• [Work required] The response must contain every line below in which "edges" appears.

[Extracted records]
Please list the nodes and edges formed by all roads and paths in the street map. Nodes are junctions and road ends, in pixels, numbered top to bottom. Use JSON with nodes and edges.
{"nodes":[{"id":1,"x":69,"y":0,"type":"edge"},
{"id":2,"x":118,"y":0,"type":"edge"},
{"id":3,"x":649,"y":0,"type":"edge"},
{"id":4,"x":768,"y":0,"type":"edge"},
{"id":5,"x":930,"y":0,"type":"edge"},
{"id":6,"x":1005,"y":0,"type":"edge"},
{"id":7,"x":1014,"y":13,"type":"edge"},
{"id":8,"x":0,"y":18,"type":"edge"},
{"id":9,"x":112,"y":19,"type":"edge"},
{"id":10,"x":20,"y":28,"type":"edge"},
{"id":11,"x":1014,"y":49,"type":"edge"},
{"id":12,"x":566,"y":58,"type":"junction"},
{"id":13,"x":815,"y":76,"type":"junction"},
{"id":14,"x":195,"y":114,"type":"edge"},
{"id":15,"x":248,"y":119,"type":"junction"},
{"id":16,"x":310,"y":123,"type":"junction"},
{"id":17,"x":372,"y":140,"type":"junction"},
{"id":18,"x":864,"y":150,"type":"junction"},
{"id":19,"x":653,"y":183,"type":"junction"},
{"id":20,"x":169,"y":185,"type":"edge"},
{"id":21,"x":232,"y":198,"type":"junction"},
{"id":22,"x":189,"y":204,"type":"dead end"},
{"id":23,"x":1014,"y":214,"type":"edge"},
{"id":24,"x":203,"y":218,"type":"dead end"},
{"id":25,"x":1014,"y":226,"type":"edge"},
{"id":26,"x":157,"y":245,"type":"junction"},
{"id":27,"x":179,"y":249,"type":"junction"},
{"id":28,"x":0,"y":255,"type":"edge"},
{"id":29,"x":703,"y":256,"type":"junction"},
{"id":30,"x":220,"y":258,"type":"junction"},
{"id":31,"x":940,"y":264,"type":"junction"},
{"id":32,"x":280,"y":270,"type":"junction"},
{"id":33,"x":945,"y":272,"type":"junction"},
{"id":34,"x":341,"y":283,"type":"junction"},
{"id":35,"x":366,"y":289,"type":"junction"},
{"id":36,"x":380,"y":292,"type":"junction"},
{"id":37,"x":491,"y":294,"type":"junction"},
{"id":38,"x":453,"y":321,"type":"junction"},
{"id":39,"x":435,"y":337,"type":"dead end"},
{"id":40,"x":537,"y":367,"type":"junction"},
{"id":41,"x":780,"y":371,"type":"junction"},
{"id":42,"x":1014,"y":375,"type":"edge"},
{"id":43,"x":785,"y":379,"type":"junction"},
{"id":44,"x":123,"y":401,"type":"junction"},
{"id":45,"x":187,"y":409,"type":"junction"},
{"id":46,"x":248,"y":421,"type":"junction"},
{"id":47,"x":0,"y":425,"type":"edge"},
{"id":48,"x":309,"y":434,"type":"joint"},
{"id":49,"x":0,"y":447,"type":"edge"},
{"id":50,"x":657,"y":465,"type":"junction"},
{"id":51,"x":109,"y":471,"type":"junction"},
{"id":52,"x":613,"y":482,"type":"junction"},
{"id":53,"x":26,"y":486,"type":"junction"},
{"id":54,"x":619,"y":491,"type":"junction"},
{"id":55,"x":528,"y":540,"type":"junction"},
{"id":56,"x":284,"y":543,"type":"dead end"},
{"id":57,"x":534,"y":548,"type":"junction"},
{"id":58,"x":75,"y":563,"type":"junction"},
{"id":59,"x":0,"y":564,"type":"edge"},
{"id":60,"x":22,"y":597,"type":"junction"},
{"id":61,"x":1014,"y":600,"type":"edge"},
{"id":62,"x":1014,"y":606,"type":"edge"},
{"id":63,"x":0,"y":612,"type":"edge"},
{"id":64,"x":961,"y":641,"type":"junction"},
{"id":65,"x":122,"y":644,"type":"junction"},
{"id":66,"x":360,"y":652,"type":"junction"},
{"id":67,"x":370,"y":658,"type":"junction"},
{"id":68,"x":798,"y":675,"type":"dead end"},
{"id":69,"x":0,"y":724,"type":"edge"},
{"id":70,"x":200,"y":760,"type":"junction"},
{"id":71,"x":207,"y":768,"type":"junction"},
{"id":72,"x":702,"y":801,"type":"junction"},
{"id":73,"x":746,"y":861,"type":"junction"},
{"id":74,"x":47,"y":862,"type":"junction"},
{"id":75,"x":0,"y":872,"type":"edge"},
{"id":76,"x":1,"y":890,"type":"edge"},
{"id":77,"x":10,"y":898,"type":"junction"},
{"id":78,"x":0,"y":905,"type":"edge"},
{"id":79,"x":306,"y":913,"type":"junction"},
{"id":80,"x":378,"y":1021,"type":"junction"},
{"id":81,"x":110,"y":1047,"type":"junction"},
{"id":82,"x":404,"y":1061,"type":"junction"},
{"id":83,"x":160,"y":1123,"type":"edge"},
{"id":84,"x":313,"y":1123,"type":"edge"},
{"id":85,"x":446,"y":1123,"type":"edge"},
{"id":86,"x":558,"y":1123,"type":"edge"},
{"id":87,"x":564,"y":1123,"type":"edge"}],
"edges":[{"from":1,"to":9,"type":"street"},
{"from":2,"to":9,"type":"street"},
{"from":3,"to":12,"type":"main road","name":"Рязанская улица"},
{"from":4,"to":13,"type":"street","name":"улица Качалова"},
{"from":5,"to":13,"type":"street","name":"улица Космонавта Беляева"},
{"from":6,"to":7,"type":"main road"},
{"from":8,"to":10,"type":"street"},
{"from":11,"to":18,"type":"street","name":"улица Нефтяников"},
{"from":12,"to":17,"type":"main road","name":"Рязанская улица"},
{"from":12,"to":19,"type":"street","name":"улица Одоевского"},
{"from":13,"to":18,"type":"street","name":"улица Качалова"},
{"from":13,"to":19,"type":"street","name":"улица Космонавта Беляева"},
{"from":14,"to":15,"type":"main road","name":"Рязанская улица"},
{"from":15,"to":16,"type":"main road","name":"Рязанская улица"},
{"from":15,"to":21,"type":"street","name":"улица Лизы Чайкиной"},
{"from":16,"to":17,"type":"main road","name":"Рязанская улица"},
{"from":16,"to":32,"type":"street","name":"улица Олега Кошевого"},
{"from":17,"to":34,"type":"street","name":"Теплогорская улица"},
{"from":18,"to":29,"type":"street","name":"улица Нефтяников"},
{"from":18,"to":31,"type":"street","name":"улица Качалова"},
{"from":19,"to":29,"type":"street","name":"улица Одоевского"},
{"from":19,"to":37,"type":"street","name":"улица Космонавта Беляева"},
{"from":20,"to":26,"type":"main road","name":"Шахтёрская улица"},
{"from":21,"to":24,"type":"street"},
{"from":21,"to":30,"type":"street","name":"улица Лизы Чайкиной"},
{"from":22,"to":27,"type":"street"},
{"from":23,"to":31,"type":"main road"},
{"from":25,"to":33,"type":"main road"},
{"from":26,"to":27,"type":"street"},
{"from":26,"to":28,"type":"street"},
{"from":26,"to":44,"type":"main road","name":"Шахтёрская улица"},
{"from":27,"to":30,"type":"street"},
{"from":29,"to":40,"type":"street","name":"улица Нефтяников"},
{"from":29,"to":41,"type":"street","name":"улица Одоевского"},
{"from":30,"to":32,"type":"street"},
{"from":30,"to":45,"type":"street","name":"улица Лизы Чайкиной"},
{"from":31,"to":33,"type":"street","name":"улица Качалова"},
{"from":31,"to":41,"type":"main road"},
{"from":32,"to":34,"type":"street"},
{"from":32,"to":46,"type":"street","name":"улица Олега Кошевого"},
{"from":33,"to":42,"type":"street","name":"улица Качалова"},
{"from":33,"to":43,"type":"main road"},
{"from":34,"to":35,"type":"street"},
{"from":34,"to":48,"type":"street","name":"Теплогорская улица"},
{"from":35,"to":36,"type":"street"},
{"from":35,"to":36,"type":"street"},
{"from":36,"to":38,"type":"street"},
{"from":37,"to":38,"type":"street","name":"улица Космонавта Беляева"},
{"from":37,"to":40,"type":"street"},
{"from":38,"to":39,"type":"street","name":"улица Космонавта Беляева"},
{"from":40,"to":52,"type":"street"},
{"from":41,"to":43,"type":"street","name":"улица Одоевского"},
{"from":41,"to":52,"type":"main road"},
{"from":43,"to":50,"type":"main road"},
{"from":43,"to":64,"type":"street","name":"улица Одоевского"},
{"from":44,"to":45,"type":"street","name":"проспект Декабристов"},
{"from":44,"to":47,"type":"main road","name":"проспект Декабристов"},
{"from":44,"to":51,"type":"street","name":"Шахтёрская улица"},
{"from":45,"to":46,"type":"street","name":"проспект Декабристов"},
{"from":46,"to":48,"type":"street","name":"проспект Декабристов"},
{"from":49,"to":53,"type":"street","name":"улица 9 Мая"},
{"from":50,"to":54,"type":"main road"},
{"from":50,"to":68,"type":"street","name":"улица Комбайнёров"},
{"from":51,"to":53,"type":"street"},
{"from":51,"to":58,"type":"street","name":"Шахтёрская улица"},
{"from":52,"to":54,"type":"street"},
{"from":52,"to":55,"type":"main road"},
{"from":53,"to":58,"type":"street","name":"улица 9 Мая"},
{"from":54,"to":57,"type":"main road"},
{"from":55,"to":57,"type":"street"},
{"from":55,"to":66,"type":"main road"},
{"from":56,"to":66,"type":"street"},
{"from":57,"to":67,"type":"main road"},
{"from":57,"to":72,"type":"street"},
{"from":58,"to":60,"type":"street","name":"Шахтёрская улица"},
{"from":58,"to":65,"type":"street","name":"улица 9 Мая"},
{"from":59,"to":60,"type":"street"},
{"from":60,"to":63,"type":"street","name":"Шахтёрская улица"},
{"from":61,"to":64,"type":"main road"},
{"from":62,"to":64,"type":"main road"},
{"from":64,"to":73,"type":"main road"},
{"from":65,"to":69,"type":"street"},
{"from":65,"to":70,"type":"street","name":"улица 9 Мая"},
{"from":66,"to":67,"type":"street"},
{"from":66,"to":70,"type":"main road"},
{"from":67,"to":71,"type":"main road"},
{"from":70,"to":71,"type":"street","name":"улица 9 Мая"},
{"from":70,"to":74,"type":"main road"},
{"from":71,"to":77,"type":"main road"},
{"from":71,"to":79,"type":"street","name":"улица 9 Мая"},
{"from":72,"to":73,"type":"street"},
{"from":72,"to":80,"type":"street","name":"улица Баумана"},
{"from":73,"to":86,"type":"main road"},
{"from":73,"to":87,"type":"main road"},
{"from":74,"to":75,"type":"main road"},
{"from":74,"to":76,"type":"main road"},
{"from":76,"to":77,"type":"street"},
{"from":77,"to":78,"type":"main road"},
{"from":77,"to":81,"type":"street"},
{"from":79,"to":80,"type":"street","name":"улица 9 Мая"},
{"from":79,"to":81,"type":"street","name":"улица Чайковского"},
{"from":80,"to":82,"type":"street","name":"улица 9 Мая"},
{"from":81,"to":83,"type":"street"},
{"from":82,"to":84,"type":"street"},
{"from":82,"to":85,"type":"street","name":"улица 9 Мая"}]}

• [The completed task]
Please list the nodes and edges formed by all roads and paths in the street map. Nodes are junctions and road ends, in pixels, numbered top to bottom. Use JSON with nodes and edges.
"edges":[{"from":1,"to":9,"type":"street"},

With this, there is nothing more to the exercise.